*** RECORD SET Section Begins ***

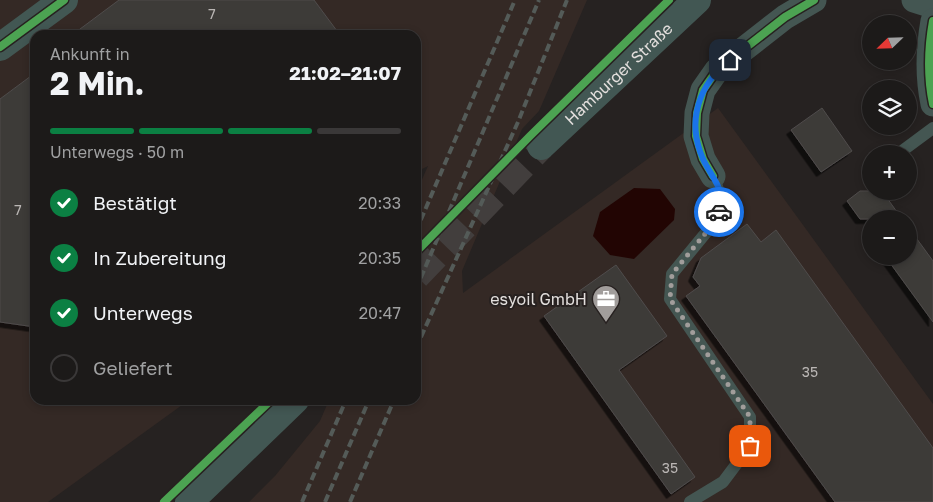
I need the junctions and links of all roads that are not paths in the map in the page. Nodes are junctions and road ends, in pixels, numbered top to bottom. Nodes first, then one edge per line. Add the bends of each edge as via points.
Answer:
1 (64, 0) edge
2 (697, 0) edge
3 (814, 0) edge
4 (914, 0) edge
5 (933, 6) edge
6 (933, 21) edge
7 (0, 46) edge
8 (933, 104) edge
9 (933, 128) edge
10 (910, 145) edge
11 (541, 146) tunnel mouth
12 (713, 176) joint
13 (290, 405) edge
14 (189, 502) edge
15 (690, 502) edge

1 - 7 main road
2 - 11 main road, Hamburger Straße
3 - 12 street via 785,16 717,70 703,90 696,136 703,159
4 - 5 street
6 - 8 street via 928,74
9 - 10 lane
12 - 15 lane via 722,200 718,218 672,274 670,299 750,417 750,446 723,482
13 - 14 main road

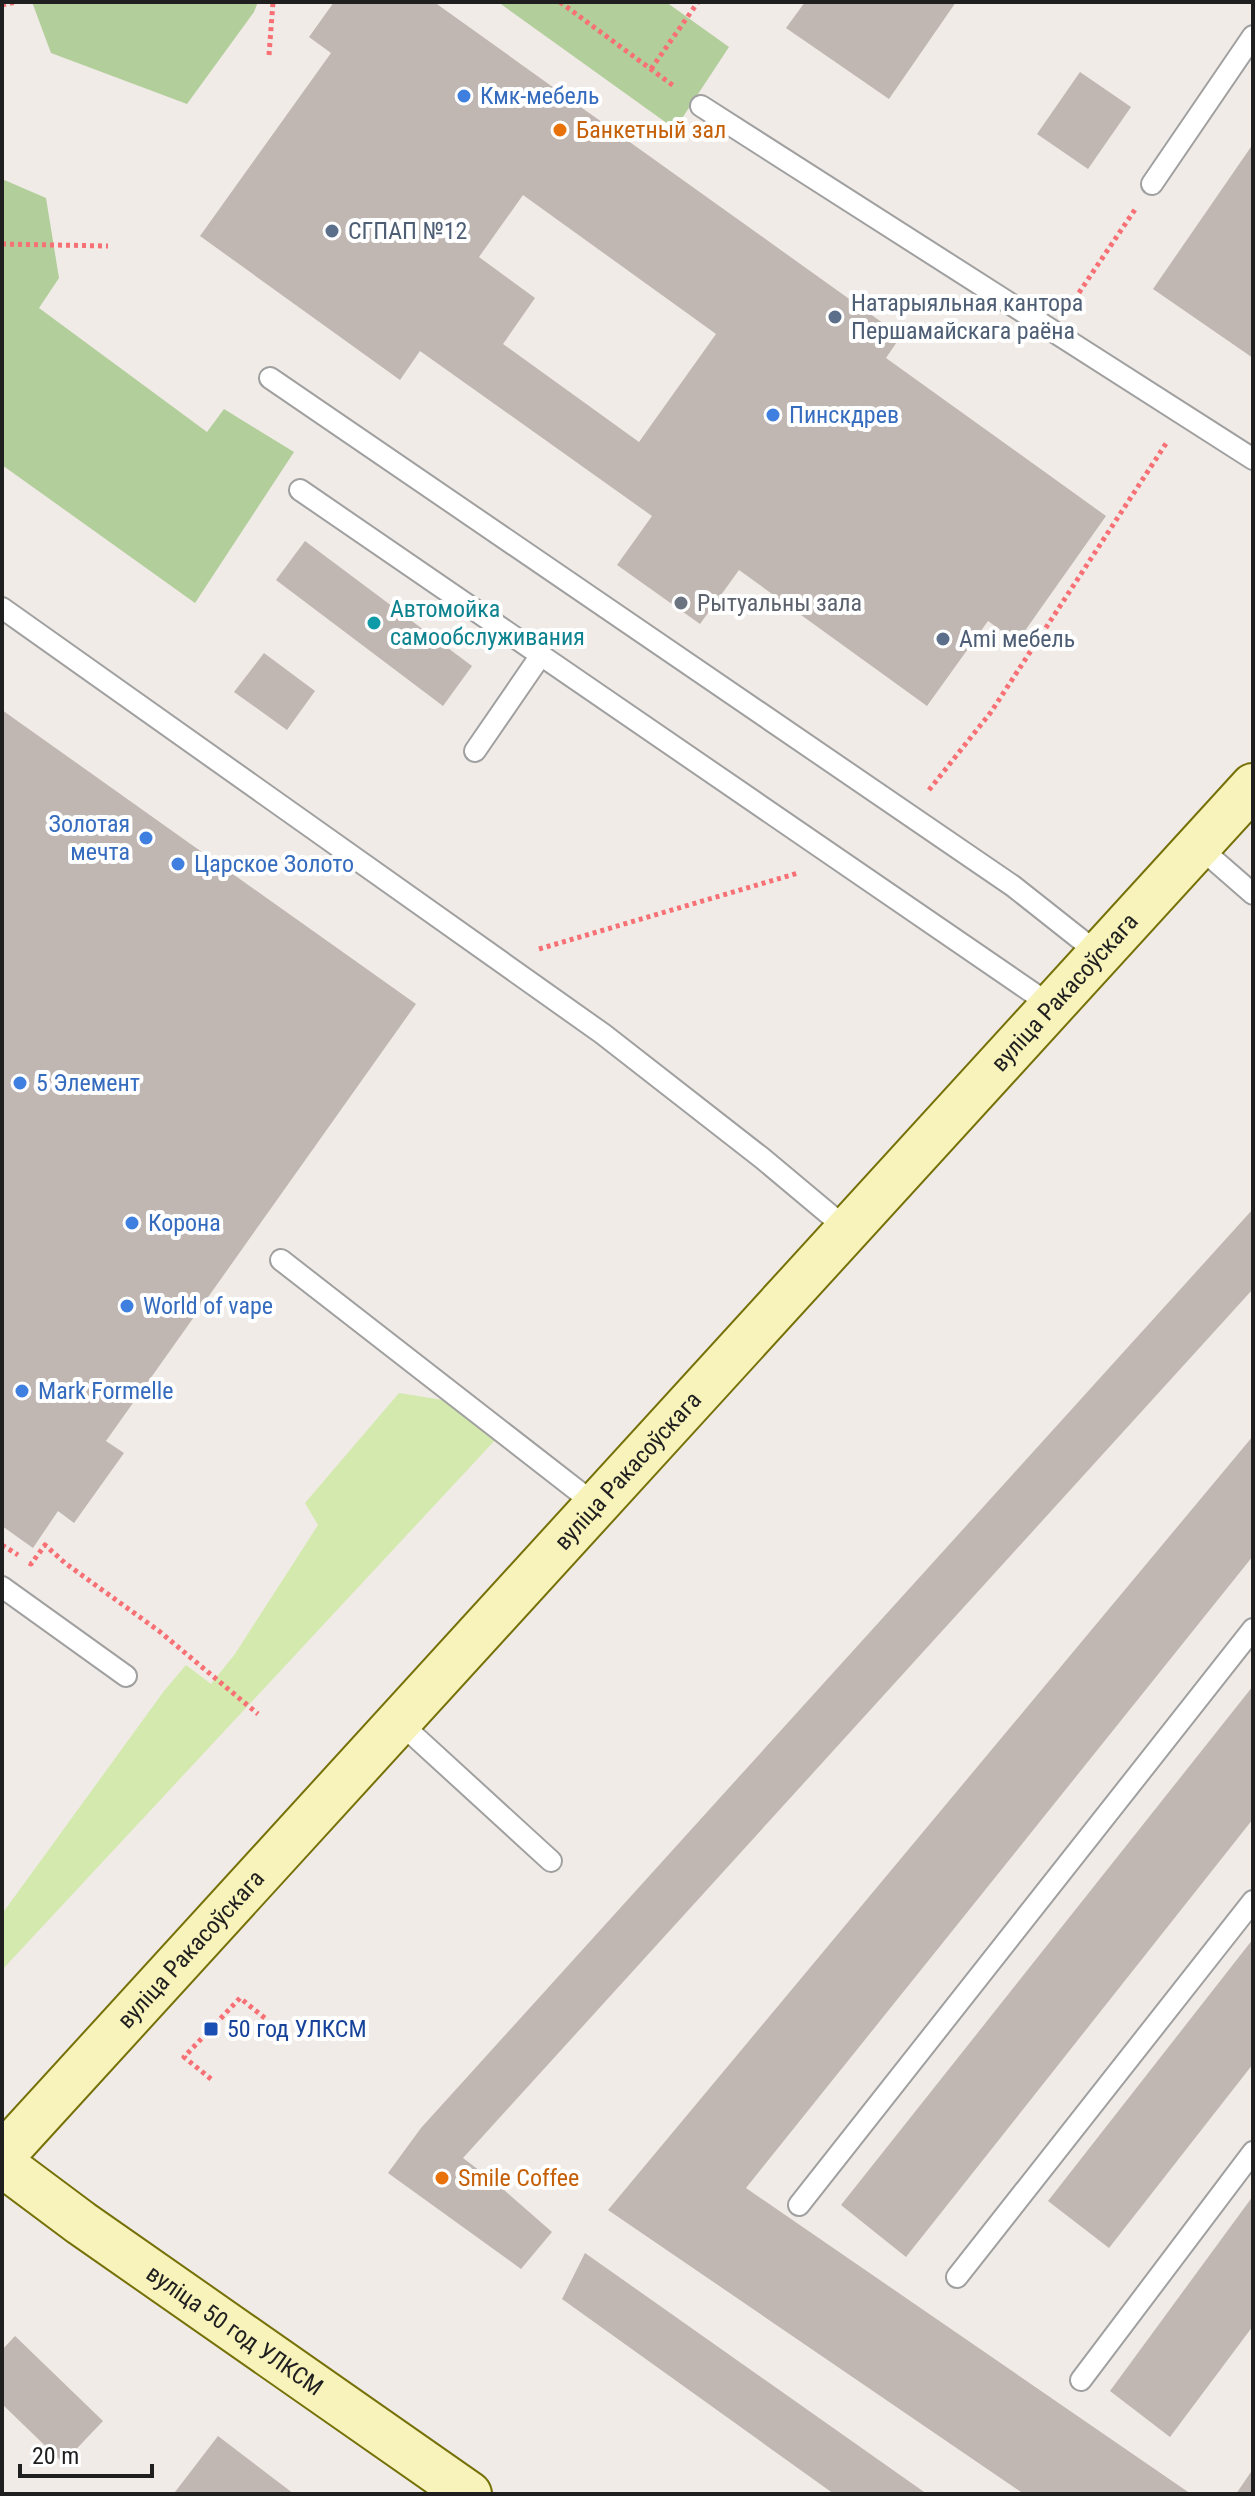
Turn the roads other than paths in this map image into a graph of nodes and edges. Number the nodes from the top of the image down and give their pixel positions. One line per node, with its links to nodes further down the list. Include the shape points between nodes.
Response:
1 (1253, 36): 3 (lane)
2 (701, 106): 5 (lane)
3 (1152, 184)
4 (270, 378): 13 (lane, via 1013,886)
5 (1253, 459)
6 (300, 490): 8 (lane)
7 (2, 608): 15 (lane, via 603,1034)
8 (541, 655): 9 (lane); 14 (lane)
9 (475, 751)
10 (1253, 786): 11 (main road, вуліца Ракасоўскага)
11 (1198, 846): 12 (lane); 13 (main road, вуліца Ракасоўскага)
12 (1253, 894)
13 (1099, 954): 14 (main road, вуліца Ракасоўскага)
14 (1052, 1006): 15 (main road, вуліца Ракасоўскага)
15 (848, 1230): 17 (main road, вуліца Ракасоўскага)
16 (281, 1260): 17 (lane)
17 (596, 1505): 21 (main road, вуліца Ракасоўскага)
18 (2, 1587): 20 (lane)
19 (1253, 1629): 27 (lane)
20 (126, 1676)
21 (398, 1721): 22 (lane); 25 (main road, вуліца Ракасоўскага)
22 (551, 1861)
23 (1253, 1901): 28 (lane)
24 (1253, 2152): 29 (lane)
25 (2, 2156)
26 (2, 2164): 30 (main road, вуліца 50 год УЛКСМ)
27 (799, 2205)
28 (957, 2277)
29 (1081, 2380)
30 (469, 2494)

*** RECORD SET Section Ends ***

REQUIREMENT:
The answer must be a word-for-word copy of all the entries, containing no pictures.

RESPONSE AREA:
I need the junctions and links of all roads that are not paths in the map in the page. Nodes are junctions and road ends, in pixels, numbered top to bottom. Nodes first, then one edge per line. Add the bends of each edge as via points.
Answer:
1 (64, 0) edge
2 (697, 0) edge
3 (814, 0) edge
4 (914, 0) edge
5 (933, 6) edge
6 (933, 21) edge
7 (0, 46) edge
8 (933, 104) edge
9 (933, 128) edge
10 (910, 145) edge
11 (541, 146) tunnel mouth
12 (713, 176) joint
13 (290, 405) edge
14 (189, 502) edge
15 (690, 502) edge

1 - 7 main road
2 - 11 main road, Hamburger Straße
3 - 12 street via 785,16 717,70 703,90 696,136 703,159
4 - 5 street
6 - 8 street via 928,74
9 - 10 lane
12 - 15 lane via 722,200 718,218 672,274 670,299 750,417 750,446 723,482
13 - 14 main road

Turn the roads other than paths in this map image into a graph of nodes and edges. Number the nodes from the top of the image down and give their pixel positions. One line per node, with its links to nodes further down the list. Include the shape points between nodes.
Response:
1 (1253, 36): 3 (lane)
2 (701, 106): 5 (lane)
3 (1152, 184)
4 (270, 378): 13 (lane, via 1013,886)
5 (1253, 459)
6 (300, 490): 8 (lane)
7 (2, 608): 15 (lane, via 603,1034)
8 (541, 655): 9 (lane); 14 (lane)
9 (475, 751)
10 (1253, 786): 11 (main road, вуліца Ракасоўскага)
11 (1198, 846): 12 (lane); 13 (main road, вуліца Ракасоўскага)
12 (1253, 894)
13 (1099, 954): 14 (main road, вуліца Ракасоўскага)
14 (1052, 1006): 15 (main road, вуліца Ракасоўскага)
15 (848, 1230): 17 (main road, вуліца Ракасоўскага)
16 (281, 1260): 17 (lane)
17 (596, 1505): 21 (main road, вуліца Ракасоўскага)
18 (2, 1587): 20 (lane)
19 (1253, 1629): 27 (lane)
20 (126, 1676)
21 (398, 1721): 22 (lane); 25 (main road, вуліца Ракасоўскага)
22 (551, 1861)
23 (1253, 1901): 28 (lane)
24 (1253, 2152): 29 (lane)
25 (2, 2156)
26 (2, 2164): 30 (main road, вуліца 50 год УЛКСМ)
27 (799, 2205)
28 (957, 2277)
29 (1081, 2380)
30 (469, 2494)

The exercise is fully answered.